On Jul 12, 2009, at 3:15 PM, Anders Broman wrote:
(That doesn't say this is the wrong thing to do - I've been
advocating
this for a while, and made a version of the GTK 1.2[.x] GtkCList with
"dynamic" column data and prototyped the same thing - it says we need
to make random access to gzipped files faster.)
Did you say at Sharkfest that bzipped files might be better suited
for that?
If so perhaps we should go for bzip in stead of gzip?

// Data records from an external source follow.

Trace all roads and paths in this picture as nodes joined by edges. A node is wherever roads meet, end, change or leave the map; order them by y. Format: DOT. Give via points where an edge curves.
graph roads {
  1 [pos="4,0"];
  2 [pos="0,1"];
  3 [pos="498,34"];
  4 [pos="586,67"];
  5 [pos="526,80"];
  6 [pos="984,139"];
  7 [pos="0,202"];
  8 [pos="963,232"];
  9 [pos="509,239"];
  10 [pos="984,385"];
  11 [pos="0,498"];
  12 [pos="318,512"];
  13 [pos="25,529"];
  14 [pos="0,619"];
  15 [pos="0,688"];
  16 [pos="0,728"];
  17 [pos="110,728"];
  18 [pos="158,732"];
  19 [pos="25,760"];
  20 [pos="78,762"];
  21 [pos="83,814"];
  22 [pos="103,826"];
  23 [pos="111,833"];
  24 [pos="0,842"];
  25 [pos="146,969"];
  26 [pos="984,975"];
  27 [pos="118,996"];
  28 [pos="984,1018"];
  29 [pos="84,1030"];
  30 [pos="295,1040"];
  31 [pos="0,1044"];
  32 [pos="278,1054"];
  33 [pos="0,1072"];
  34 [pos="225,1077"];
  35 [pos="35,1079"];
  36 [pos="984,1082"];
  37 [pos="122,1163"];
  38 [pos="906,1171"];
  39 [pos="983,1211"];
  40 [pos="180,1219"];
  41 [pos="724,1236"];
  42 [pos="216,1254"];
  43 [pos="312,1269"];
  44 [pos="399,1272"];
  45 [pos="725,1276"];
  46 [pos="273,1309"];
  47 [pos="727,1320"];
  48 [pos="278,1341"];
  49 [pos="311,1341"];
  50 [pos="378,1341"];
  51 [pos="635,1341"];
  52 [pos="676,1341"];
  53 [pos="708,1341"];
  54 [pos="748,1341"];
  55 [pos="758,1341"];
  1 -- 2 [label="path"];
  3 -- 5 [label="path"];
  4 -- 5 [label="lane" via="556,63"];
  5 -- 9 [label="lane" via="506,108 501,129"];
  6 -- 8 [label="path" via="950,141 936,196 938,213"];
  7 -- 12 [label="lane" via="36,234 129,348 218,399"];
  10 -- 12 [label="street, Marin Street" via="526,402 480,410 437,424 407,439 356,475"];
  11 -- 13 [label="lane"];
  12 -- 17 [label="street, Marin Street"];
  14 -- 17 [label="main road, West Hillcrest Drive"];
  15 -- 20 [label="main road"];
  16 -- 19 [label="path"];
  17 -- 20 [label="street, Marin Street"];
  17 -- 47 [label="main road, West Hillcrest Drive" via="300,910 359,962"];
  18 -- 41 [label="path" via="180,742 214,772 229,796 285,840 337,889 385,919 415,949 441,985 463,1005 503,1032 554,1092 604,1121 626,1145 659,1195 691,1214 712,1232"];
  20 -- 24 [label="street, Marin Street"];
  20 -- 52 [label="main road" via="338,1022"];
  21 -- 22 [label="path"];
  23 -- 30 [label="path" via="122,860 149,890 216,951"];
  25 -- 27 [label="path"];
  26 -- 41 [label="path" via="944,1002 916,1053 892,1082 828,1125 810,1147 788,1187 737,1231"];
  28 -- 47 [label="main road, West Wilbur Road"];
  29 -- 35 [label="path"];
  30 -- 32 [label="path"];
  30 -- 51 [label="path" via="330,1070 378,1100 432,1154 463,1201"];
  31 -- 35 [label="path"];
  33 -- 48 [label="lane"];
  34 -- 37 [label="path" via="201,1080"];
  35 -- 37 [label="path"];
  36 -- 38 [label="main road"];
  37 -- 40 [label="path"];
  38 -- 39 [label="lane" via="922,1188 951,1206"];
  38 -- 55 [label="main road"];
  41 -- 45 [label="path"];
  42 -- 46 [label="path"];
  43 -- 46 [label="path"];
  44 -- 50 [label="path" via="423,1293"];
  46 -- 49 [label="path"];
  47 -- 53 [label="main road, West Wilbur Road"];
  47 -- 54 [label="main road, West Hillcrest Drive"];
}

In bzip2 format, the stream is a sequence of blocks, and, at least as
I understand it, each block can be decompressed independently, so
seeking to a particular offset in the decompressed version of a
bzip2'ed stream involves seeking to the beginning of the block
containing the data at that offset, decompressing the block, and then
moving to the right offset within the decompressed data. The default,
and maximum, block size is 900K.
In gzip/zlib format, the stream is, as far as I know, a sequence of
blocks, but the blocks can't be decompressed independently; the
dictionary doesn't get reset with each block. That means that you'd
either need to decompress the entire file, or save the state of the
dictionary periodically, or something such as that to make random
access fast.
So bzip2 format would be better as a "native" format; unfortunately,
there are gzipped files already out there, and the native compressed
format of the Windows sniffer appears to be a gzipped version of the
file format (except for the file header), so the gunzipping code could
still be useful.